Company specialized in trade

Trading companies are businesses working with different kinds of products which are sold for consumer, business, or government purposes. Trading companies buy a specialized range of products, maintain a stock or a shop, and deliver products to customers.

Different kinds of practical conditions make for many kinds of business. Usually two kinds of businesses are defined in trading.

Importers or wholesalers maintain a stock and deliver products to shops or large end customers. They work in a large geographical area, while their customers, the shops, work in smaller areas and often in just a small neighborhood.

Today "trading company" mainly refers to global B2B traders, highly specialized in one goods category and with a strong logistic organization. Changes in practical conditions such as faster distribution, computing and modern marketing have led to changes in their business models.

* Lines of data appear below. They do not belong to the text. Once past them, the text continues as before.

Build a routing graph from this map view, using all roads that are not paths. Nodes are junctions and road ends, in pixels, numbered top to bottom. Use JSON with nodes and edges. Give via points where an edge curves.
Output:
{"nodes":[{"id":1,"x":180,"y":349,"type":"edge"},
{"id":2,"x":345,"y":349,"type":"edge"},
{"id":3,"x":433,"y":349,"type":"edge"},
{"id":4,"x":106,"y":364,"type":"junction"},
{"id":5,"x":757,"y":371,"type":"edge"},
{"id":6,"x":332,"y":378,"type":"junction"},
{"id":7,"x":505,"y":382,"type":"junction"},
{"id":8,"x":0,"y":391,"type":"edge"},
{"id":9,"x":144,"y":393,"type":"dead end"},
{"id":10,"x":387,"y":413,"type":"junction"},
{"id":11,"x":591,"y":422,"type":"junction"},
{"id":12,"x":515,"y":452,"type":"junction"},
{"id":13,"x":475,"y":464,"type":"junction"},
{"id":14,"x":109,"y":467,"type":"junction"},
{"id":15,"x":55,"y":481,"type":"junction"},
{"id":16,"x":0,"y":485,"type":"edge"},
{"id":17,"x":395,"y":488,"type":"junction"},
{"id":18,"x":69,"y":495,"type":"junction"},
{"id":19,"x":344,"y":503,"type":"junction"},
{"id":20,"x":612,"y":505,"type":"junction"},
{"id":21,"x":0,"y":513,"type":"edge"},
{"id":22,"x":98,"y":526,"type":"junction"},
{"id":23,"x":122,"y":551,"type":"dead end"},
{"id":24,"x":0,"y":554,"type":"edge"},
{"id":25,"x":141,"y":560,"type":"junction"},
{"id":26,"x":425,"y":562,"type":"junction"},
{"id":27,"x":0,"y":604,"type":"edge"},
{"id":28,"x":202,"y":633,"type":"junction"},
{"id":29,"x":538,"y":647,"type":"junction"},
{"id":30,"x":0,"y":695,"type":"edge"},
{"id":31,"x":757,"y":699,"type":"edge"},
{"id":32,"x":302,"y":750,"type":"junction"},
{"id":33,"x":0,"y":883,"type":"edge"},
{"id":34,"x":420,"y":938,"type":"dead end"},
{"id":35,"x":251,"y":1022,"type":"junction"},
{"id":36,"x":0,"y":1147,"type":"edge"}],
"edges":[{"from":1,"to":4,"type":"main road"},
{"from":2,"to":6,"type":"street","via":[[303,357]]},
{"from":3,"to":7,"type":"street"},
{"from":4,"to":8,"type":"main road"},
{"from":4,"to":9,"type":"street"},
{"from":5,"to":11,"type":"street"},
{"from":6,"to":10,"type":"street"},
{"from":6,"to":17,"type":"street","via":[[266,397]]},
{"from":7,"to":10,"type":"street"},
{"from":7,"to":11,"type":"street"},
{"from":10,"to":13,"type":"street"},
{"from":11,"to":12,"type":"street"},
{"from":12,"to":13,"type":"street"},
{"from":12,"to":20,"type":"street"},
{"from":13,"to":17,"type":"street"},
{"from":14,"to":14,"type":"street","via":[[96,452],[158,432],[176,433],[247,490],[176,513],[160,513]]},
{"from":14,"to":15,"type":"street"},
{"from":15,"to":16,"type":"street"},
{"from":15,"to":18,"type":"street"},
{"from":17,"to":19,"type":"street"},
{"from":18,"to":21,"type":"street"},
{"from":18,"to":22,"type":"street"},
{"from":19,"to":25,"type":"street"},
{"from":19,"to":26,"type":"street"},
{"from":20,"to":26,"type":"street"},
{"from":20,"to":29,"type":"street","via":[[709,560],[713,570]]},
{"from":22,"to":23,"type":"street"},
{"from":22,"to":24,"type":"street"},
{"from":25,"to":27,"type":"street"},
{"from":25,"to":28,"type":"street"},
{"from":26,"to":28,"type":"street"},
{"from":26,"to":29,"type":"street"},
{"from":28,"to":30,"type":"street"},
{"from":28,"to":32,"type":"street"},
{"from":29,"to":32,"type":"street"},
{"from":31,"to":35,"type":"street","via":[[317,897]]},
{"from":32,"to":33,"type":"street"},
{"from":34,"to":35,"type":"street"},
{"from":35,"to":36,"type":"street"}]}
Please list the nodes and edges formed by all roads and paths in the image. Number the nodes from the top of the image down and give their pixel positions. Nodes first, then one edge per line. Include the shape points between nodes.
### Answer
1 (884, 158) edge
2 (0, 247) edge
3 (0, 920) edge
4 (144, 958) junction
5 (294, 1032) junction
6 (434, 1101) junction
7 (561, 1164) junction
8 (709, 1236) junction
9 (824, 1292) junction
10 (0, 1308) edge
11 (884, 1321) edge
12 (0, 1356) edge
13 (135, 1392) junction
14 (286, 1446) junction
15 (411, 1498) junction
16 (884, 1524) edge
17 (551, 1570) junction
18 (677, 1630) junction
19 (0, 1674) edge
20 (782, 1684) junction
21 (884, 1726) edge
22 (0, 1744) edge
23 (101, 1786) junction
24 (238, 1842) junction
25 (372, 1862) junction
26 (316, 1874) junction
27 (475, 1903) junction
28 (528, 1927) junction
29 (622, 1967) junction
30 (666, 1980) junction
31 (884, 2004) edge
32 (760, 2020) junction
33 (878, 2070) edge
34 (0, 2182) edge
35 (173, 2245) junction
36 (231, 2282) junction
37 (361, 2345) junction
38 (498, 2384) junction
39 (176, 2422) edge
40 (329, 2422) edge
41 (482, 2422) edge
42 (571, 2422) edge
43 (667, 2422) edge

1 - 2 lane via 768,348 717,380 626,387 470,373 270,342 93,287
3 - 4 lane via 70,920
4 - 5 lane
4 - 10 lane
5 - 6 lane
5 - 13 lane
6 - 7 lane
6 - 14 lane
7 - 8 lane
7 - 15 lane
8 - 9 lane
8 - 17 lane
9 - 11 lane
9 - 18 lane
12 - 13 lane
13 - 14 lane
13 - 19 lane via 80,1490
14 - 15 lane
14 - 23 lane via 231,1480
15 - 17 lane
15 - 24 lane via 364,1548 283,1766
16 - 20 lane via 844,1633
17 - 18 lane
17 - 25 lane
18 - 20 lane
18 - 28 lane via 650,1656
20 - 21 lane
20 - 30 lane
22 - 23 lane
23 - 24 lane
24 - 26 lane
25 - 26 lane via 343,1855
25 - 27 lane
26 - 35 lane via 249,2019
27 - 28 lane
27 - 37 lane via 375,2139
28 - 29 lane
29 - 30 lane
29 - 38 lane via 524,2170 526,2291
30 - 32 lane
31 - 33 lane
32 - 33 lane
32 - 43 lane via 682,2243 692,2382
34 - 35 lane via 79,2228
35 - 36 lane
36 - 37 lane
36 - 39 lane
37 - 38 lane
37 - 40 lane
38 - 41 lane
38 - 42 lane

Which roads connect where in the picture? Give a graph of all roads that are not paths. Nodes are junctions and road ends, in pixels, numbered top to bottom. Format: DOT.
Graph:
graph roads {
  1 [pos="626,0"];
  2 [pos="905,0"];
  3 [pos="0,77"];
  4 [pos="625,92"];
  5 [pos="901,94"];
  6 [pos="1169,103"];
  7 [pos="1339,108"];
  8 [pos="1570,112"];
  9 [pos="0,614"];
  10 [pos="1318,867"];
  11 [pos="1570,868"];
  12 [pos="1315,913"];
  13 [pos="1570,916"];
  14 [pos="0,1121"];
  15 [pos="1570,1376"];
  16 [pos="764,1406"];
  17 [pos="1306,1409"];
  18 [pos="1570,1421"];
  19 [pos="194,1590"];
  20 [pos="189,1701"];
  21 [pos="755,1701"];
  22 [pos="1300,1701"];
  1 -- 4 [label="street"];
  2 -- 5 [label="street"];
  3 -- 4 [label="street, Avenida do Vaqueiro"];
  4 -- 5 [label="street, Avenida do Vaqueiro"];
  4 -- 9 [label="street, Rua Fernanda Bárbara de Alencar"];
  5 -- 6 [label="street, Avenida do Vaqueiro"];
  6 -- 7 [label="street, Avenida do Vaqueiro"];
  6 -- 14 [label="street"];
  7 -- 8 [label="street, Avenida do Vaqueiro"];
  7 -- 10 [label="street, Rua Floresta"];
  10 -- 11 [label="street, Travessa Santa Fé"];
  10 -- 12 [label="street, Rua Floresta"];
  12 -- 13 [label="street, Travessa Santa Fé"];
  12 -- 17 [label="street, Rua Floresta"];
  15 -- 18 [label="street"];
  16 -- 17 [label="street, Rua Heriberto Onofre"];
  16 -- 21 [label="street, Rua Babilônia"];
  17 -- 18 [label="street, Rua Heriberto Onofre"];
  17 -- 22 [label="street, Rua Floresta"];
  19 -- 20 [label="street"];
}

The Winding-up and Restructuring Act, an act of the Parliament of Canada, uses the following definition:

"trading company" means any company, except a railway or telegraph company, carrying on business similar to that carried on by apothecaries, auctioneers, bankers, brokers, brickmakers, builders, carpenters, carriers, cattle or sheep salesmen, coach proprietors, dyers, fullers, keepers of inns, taverns, hotels, saloons or coffee houses, lime burners, livery stable keepers, market gardeners, millers, miners, packers, printers, quarrymen, sharebrokers, ship-owners, shipwrights, stockbrokers, stock-jobbers, victuallers, warehousemen, wharfingers, persons using the trade of merchandise by way of bargaining, exchange, bartering, commission, consignment or otherwise, in gross or by retail, or by persons who, either for themselves, or as agents or factors for others, seek their living by buying and selling or buying and letting for hire goods or commodities, or by the manufacture, workmanship or the conversion of goods or commodities or trees;

Japan has a special class of "general trading companies" (sogo shosha), large and highly diversified businesses that trade in a wide range of goods and services.